John Anthony Siason Estrada (born June 13, 1973) is a Filipino film and TV actor who has starred in a number of roles as a leading man, comedian and villain. He is a contract actor of ABS-CBN, where he remained there from 1990 to 2018 and returned on 2021, after which he transferred to GMA Network from 2018 to 2021. He also did a sitcom on TV5 called Everybody Hapi.

Early life
John Anthony Siason Estrada was born in 1973 in Quezon City, Philippines, and grew up with his family at Zamboanga City, Zamboanga del Sur where his father (Vicente Estrada) was a Municipal Councilor and his mother (Lilia Siason-Estrada) a public school teacher. At an early age, he was regularly cast in a variety of school plays and presentations, usually taking on the lead roles.

Early career
He first made his foray in show business as a model having won Bodyshots Model Search, a competition sponsored by the Fashion Designers Association of the Philippines (FDAP) early into his college years from nearby Zamboanga City to Metro Manila. However, his name gained publicity when he married actress Janice de Belen who bore him 4 children: Inah (b. 1992), Moira (b. 1993), Kaila (b. 1996), and Yuan (b. 1998).

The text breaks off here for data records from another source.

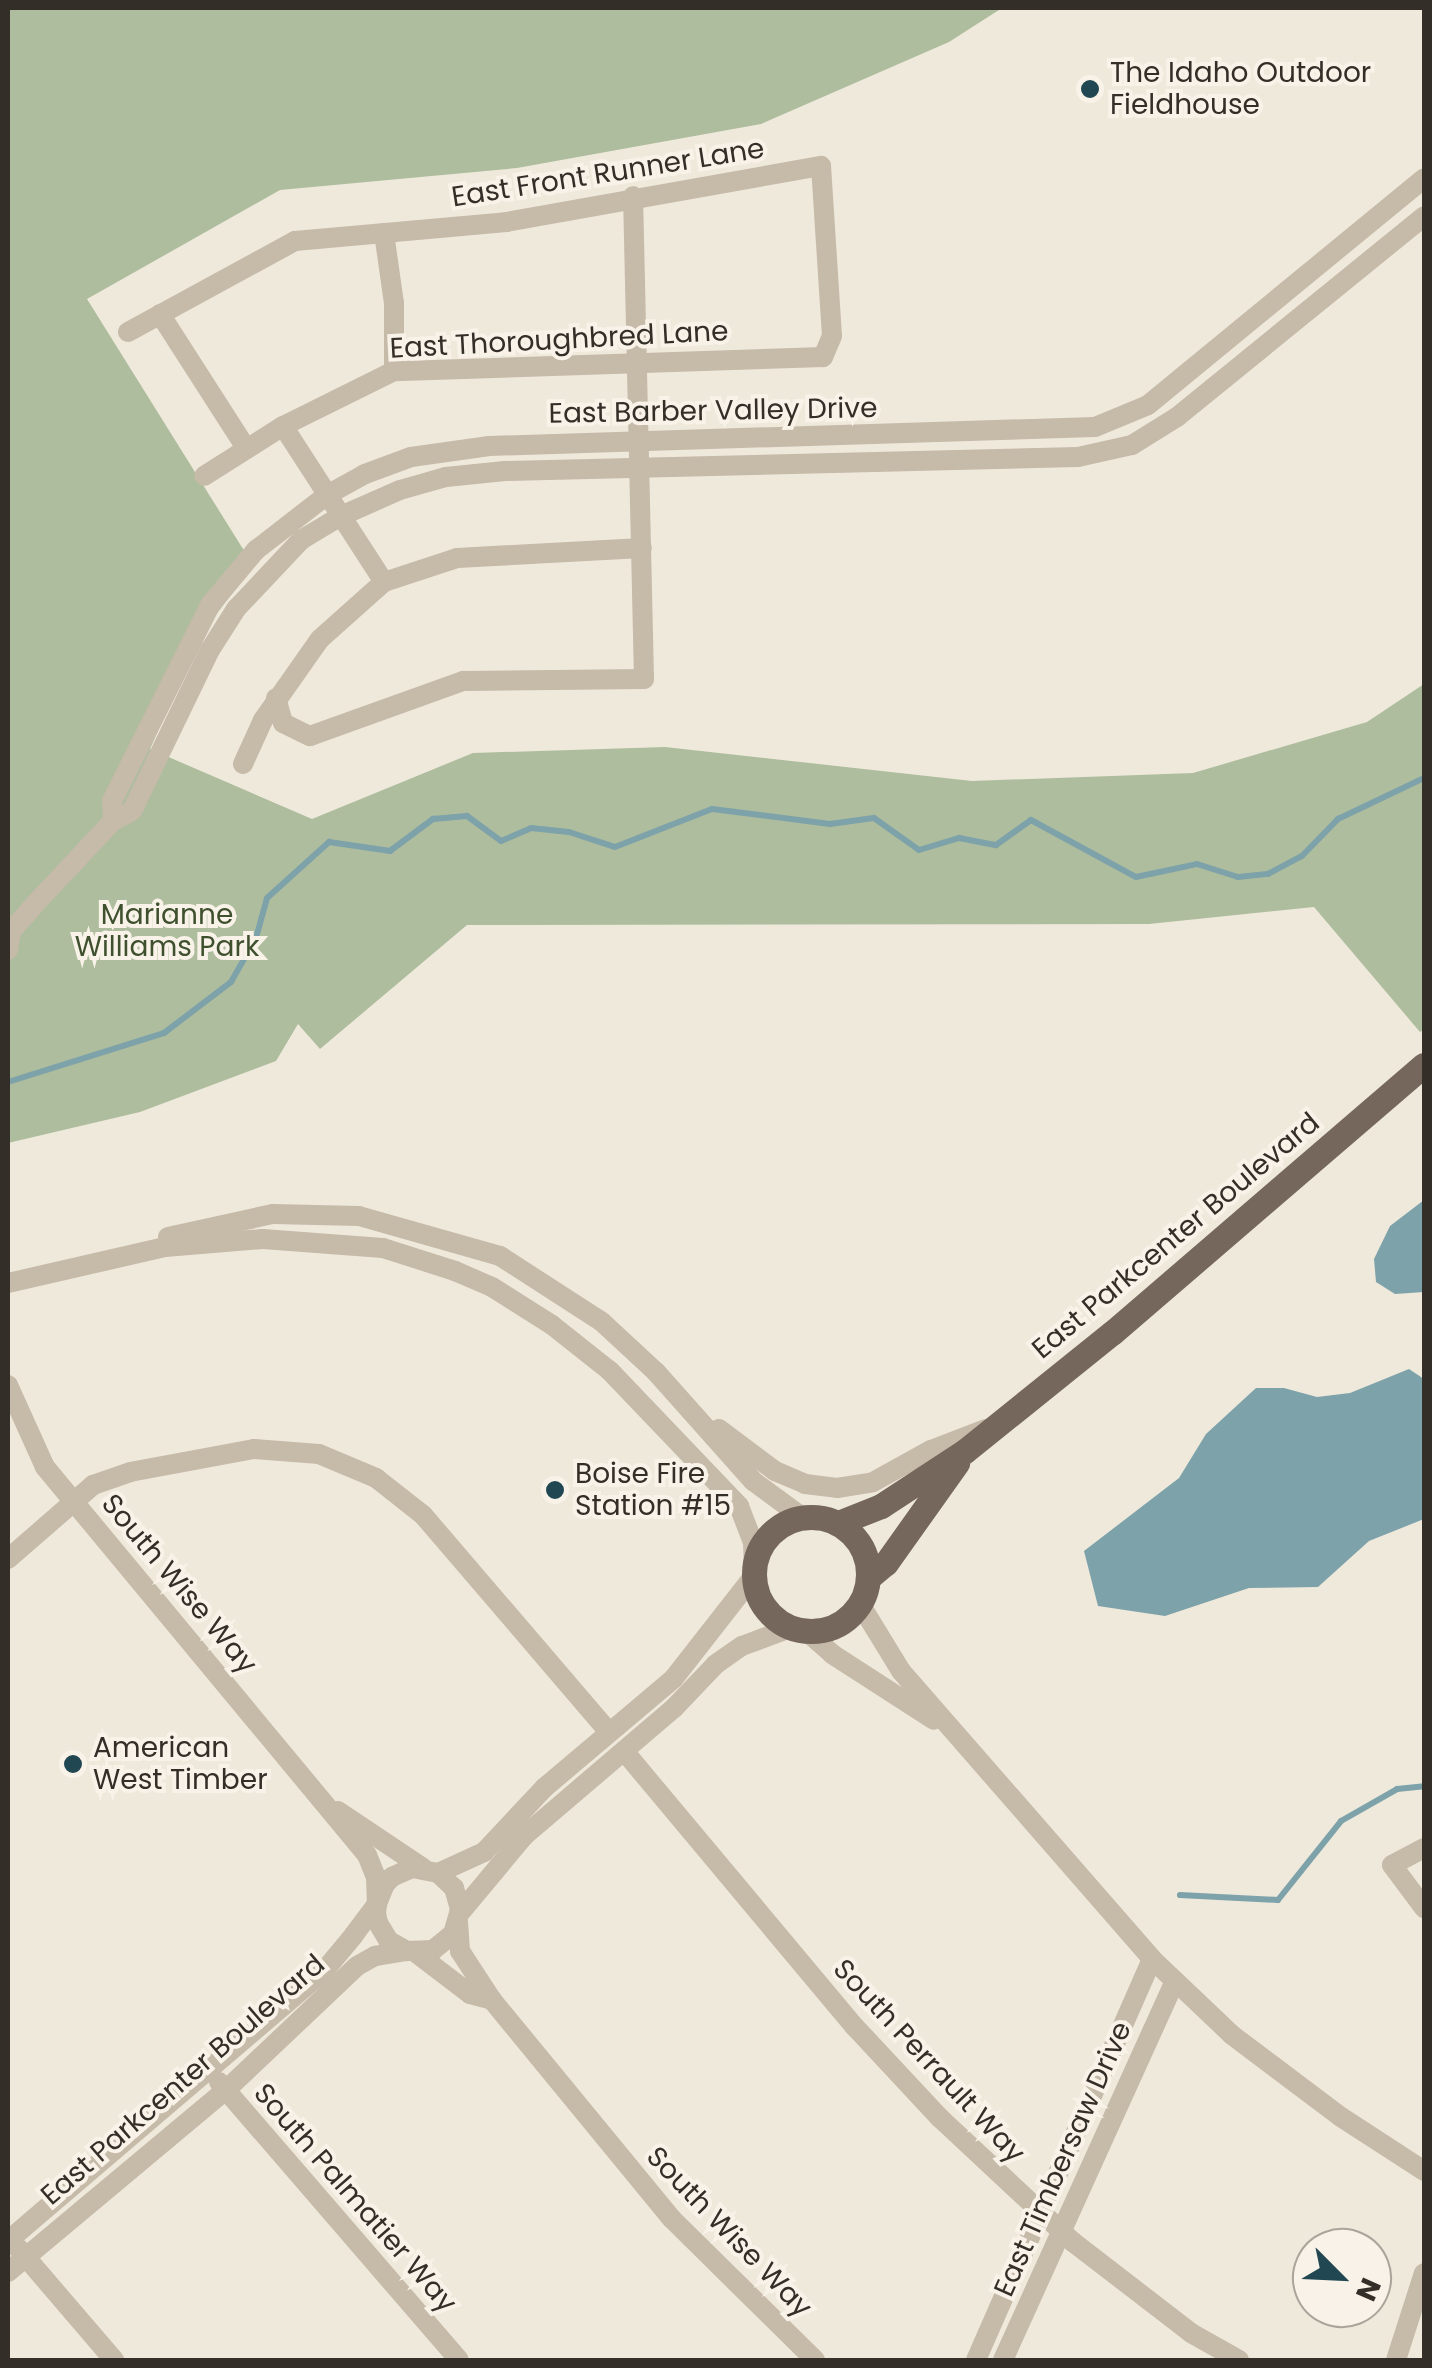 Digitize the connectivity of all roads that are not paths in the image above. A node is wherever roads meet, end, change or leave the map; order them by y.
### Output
1 (1424, 178) edge
2 (633, 196) junction
3 (1424, 216) edge
4 (384, 233) junction
5 (160, 314) junction
6 (128, 332) dead end
7 (823, 357) joint
8 (638, 364) junction
9 (394, 371) junction
10 (283, 426) junction
11 (640, 442) junction
12 (246, 448) junction
13 (640, 467) junction
14 (204, 476) dead end
15 (327, 495) junction
16 (341, 516) junction
17 (642, 548) junction
18 (384, 582) junction
19 (276, 698) junction
20 (243, 764) dead end
21 (113, 821) junction
22 (9, 938) edge
23 (1424, 1064) edge
24 (106, 1258) junction
25 (8, 1284) edge
26 (8, 1385) edge
27 (686, 1404) junction
28 (997, 1424) junction
29 (965, 1450) junction
30 (74, 1501) junction
31 (802, 1517) junction
32 (838, 1524) junction
33 (8, 1559) edge
34 (754, 1572) junction
35 (868, 1578) junction
36 (860, 1604) junction
37 (798, 1630) junction
38 (608, 1731) junction
39 (953, 1731) junction
40 (624, 1751) junction
41 (328, 1806) junction
42 (1424, 1848) edge
43 (430, 1871) junction
44 (376, 1904) junction
45 (1424, 1908) edge
46 (459, 1918) junction
47 (411, 1951) junction
48 (1152, 1959) junction
49 (1175, 1981) junction
50 (492, 2000) junction
51 (209, 2070) junction
52 (226, 2090) junction
53 (1424, 2171) edge
54 (1040, 2213) junction
55 (1059, 2230) junction
56 (9, 2238) edge
57 (26, 2257) junction
58 (8, 2272) edge
59 (1424, 2273) edge
60 (114, 2360) edge
61 (459, 2360) edge
62 (815, 2360) edge
63 (976, 2360) edge
64 (1003, 2360) edge
65 (1240, 2360) edge
66 (1396, 2360) edge

1 - 11 street, East Barber Valley Drive
2 - 4 street, East Front Runner Lane
2 - 7 street, East Front Runner Lane
2 - 8 street
3 - 13 street, East Barber Valley Drive
4 - 5 street, East Front Runner Lane
4 - 9 street
5 - 6 street, East Front Runner Lane
5 - 12 street
7 - 8 street, East Thoroughbred Lane
8 - 9 street, East Thoroughbred Lane
8 - 11 street
9 - 10 street, East Thoroughbred Lane
10 - 12 street, East Thoroughbred Lane
10 - 15 street
11 - 13 street
11 - 15 street, East Barber Valley Drive
12 - 14 street, East Thoroughbred Lane
13 - 16 street, East Barber Valley Drive
13 - 17 street
15 - 16 street
15 - 21 street, East Barber Valley Drive
16 - 18 street
16 - 21 street, East Barber Valley Drive
17 - 18 street
17 - 19 street
18 - 19 street
19 - 20 street
21 - 22 street, East Barber Valley Drive
23 - 28 main road, East Parkcenter Boulevard
24 - 25 street
24 - 27 street
24 - 34 street
26 - 30 street, South Wise Way
27 - 28 street
27 - 31 street
28 - 29 main road, East Parkcenter Boulevard
29 - 32 main road, East Parkcenter Boulevard
29 - 35 main road, East Parkcenter Boulevard
30 - 33 street
30 - 38 street
30 - 41 street, South Wise Way
31 - 32 main road
31 - 34 main road
32 - 35 main road
34 - 37 main road
34 - 38 street
35 - 36 main road
36 - 37 main road
36 - 39 street
37 - 39 street
37 - 40 street
38 - 43 street
39 - 48 street
40 - 46 street
40 - 54 street, South Perrault Way
41 - 43 street, South Wise Way
41 - 44 street, South Wise Way
42 - 45 street
43 - 44 street
43 - 46 street
44 - 47 street
44 - 51 street, East Parkcenter Boulevard
46 - 47 street
46 - 50 street, South Wise Way
47 - 50 street, South Wise Way
47 - 52 street, East Parkcenter Boulevard
48 - 49 street
48 - 54 street, East Timbersaw Drive
49 - 53 street
49 - 55 street, East Timbersaw Drive
50 - 62 street, South Wise Way
51 - 52 street, South Palmatier Way
51 - 56 street, East Parkcenter Boulevard
52 - 57 street, East Parkcenter Boulevard
52 - 61 street, South Palmatier Way
54 - 55 street, South Perrault Way
54 - 63 street, East Timbersaw Drive
55 - 64 street, East Timbersaw Drive
55 - 65 street, South Perrault Way
56 - 57 street
57 - 58 street, East Parkcenter Boulevard
57 - 60 street
59 - 66 street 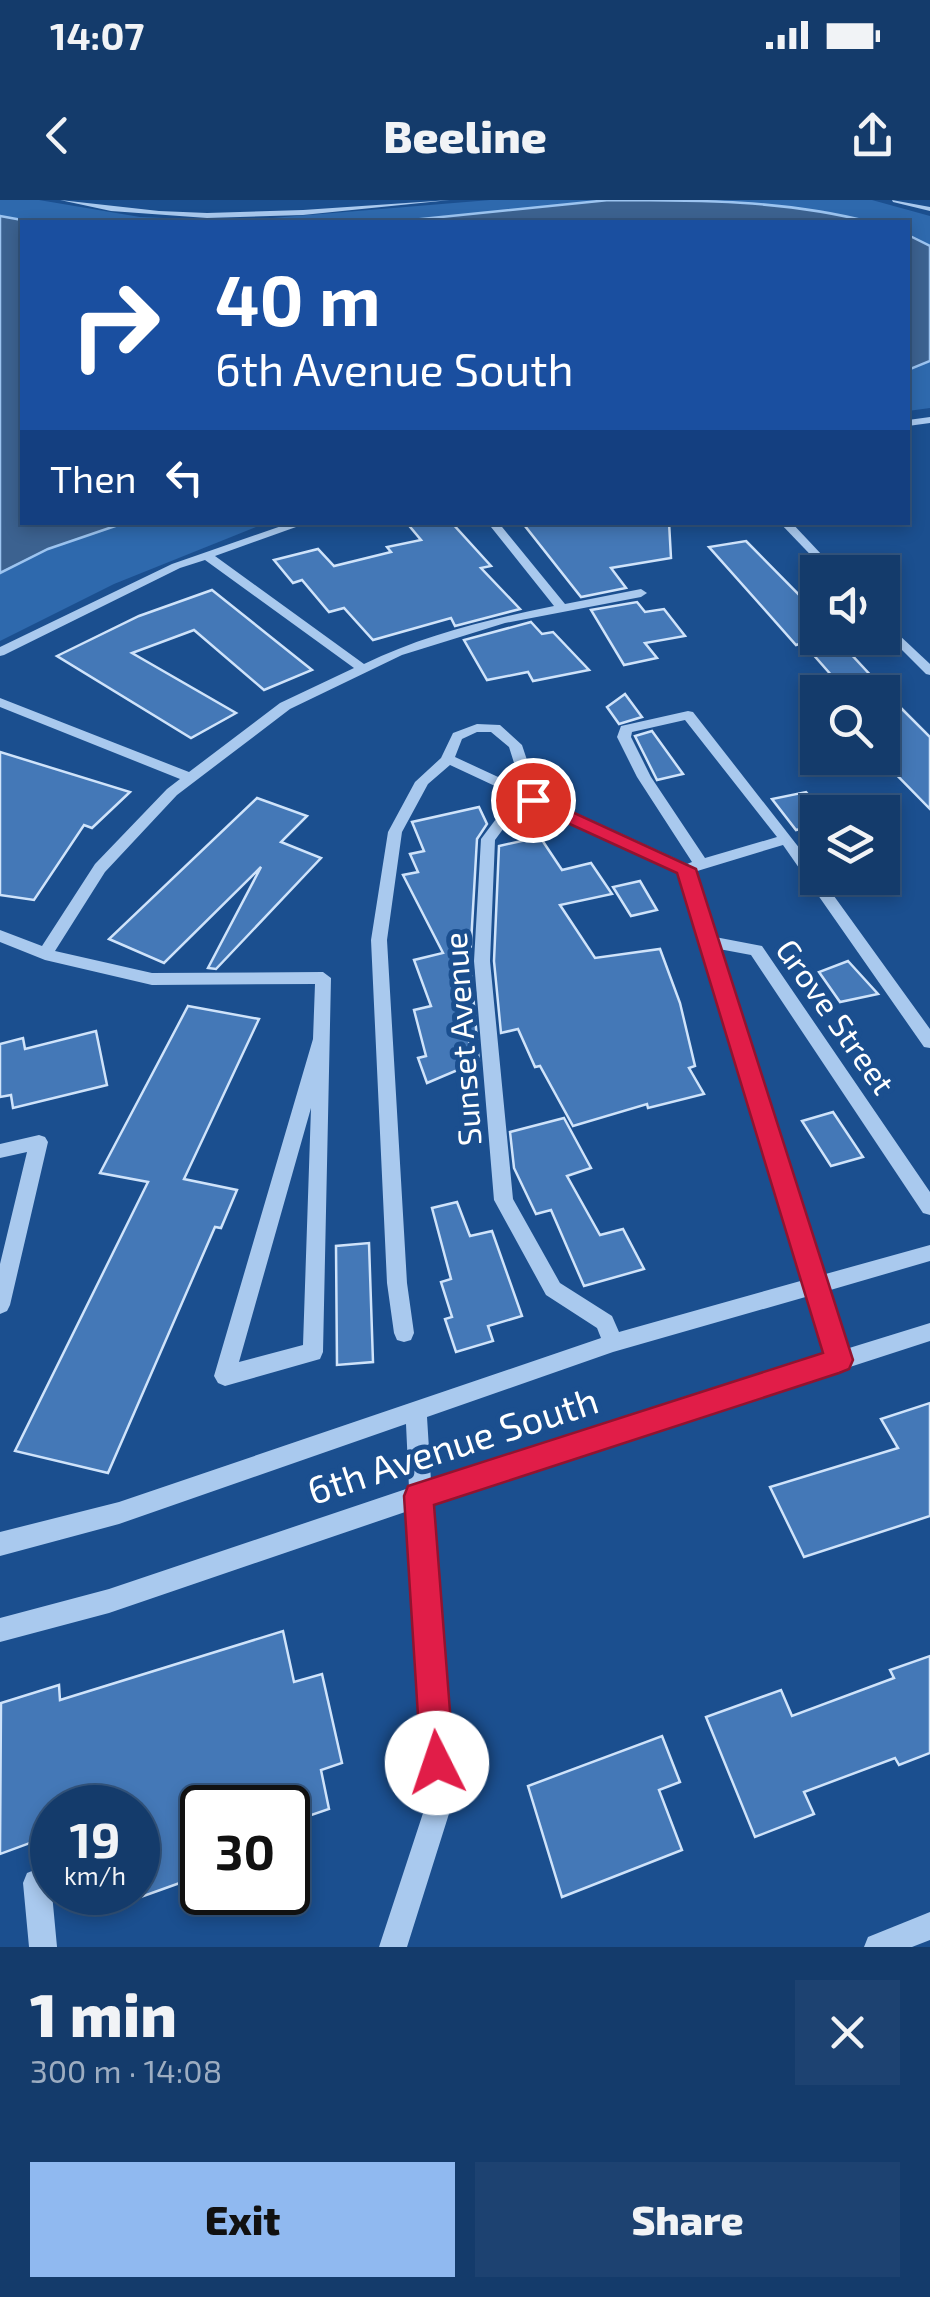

Estrada became part of the ABS-CBN sitcom "Palibhasa Lalake" in 1990 and played minor roles in some films produced by Regal Films and Star Cinema. Soon after he shifted from acting to TV hosting via 'Sang Linggo nAPO Sila (1995-1998).  His biggest break in showbiz came in 1998 when he headlined the controversial ABS-CBN noontime show Magandang Tanghali Bayan (MTB) with Randy Santiago and Willie Revillame.  His hosting job also cost him his marriage with Janice when he was linked to his "Magandang Tanghali Bayan" co-host Vanessa del Bianco. Janice and Estrada legally separated in 2001. The marriage was officially annulled in 2004.

Recent career
In 2002, Estrada was chosen to play Boris opposite grand-slam actress Lorna Tolentino in the ABS-CBN soap Kay Tagal Kang Hinintay. His foray into dramatic acting did not alienate him from the audiences who are used to see him cracking jokes on noontime TV. He was later named Best Drama Actor in 2003 Star Awards for Television. Soon after, when ABS-CBN decided to reformat MTB following Willie Revillame's termination, Estrada offered to resign from the show so that he could concentrate on acting. He was given another lead role in another ABS-CBN soap Hiram opposite Kris Aquino and Dina Bonnevie in 2004.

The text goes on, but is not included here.